-- SUPPLIED RECORDS follows --

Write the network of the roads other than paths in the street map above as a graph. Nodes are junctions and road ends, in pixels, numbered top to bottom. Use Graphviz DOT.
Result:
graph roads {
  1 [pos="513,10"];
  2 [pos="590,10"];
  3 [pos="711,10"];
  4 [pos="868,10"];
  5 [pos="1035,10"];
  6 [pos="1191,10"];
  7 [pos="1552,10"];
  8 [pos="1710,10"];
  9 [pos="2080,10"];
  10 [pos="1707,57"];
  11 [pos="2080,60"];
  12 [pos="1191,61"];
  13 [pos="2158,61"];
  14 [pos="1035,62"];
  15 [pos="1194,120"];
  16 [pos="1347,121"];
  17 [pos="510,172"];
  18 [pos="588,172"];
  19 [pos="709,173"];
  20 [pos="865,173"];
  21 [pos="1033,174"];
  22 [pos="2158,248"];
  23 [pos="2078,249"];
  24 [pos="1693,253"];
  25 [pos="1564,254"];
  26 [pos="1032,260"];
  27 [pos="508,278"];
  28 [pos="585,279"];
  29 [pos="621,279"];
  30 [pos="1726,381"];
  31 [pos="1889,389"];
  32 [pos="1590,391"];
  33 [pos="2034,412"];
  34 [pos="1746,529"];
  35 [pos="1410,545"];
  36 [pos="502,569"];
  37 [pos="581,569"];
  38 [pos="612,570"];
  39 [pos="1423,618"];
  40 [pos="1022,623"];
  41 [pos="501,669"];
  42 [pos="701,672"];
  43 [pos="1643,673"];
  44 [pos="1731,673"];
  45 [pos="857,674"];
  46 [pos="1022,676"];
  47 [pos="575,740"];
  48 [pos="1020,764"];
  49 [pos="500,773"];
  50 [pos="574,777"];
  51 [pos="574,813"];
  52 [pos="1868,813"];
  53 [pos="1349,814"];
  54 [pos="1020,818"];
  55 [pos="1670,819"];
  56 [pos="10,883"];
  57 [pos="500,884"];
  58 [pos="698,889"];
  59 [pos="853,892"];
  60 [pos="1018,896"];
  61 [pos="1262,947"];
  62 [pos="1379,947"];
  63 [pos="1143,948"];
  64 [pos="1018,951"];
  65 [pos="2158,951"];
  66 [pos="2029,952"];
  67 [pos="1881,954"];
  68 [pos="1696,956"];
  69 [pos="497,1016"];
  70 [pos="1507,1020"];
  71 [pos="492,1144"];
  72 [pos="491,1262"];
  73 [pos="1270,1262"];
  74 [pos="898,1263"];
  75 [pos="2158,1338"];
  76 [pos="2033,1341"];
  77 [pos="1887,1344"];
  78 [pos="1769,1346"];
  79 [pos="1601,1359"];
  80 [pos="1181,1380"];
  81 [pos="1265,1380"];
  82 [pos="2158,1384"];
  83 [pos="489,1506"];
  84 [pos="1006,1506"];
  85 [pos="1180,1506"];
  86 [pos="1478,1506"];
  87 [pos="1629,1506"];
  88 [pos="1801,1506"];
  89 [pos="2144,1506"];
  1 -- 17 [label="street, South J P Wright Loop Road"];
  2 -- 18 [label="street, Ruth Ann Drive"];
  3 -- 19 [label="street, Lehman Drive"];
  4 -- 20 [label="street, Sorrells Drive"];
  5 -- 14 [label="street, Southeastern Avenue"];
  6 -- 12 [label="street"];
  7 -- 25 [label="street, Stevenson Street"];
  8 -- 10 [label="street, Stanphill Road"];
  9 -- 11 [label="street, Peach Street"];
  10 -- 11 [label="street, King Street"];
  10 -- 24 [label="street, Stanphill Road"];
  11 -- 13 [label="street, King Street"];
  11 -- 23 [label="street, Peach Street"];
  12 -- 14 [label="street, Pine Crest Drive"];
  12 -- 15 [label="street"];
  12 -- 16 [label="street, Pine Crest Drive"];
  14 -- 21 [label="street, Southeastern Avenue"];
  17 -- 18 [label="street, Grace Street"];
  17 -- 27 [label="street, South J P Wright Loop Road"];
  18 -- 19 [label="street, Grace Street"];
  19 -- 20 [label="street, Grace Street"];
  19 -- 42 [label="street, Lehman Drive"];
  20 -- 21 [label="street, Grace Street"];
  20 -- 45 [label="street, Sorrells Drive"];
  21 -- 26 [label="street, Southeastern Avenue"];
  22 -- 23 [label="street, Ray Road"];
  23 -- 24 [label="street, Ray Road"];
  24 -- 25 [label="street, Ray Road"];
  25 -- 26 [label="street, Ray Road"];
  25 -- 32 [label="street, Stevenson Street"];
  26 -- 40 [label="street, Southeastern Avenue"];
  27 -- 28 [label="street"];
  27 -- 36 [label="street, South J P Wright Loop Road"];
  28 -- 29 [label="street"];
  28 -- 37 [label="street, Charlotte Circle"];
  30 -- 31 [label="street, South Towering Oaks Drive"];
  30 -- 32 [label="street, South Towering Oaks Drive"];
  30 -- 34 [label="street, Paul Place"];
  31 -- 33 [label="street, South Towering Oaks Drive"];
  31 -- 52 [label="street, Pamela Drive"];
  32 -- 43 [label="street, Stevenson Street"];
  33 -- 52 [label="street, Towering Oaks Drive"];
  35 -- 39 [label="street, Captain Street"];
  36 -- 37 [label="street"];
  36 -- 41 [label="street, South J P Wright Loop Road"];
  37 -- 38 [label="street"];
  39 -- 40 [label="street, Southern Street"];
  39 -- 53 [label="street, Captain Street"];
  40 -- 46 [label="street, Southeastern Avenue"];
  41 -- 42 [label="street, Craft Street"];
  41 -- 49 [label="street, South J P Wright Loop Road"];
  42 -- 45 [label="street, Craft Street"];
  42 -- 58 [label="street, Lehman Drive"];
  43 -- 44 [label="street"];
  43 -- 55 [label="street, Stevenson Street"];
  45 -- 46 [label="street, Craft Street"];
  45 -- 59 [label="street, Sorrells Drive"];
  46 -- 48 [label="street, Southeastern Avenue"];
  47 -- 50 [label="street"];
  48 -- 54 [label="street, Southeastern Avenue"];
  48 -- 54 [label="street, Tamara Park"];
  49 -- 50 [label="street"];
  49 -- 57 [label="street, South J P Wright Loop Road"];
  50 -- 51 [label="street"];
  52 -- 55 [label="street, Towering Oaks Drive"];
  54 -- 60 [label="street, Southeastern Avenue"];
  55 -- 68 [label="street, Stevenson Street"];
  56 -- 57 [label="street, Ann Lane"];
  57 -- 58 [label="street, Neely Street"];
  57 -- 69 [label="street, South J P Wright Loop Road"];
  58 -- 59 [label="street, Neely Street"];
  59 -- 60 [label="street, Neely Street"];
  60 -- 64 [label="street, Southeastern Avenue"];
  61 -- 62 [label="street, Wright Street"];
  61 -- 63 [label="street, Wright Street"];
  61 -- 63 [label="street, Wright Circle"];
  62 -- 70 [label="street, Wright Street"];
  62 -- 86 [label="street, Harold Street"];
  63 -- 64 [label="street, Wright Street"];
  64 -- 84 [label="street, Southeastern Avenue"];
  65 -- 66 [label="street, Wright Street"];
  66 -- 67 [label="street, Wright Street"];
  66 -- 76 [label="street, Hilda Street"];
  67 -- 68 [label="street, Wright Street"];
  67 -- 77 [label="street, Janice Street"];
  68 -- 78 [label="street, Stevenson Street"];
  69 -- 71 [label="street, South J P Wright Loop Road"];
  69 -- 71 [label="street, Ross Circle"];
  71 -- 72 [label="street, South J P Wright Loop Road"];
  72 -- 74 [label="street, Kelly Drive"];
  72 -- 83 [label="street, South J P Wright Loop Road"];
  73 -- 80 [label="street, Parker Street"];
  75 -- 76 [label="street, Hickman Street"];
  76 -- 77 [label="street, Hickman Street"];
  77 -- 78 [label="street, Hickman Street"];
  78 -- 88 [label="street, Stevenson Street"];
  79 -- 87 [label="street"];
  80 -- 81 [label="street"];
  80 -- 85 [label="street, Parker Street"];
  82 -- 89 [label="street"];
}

-- SUPPLIED RECORDS concluded --

**THE TASK**
Check each line above for "Parker" and return the ones that have it.

**EXERCISE ANSWER**
  73 -- 80 [label="street, Parker Street"];
  80 -- 85 [label="street, Parker Street"];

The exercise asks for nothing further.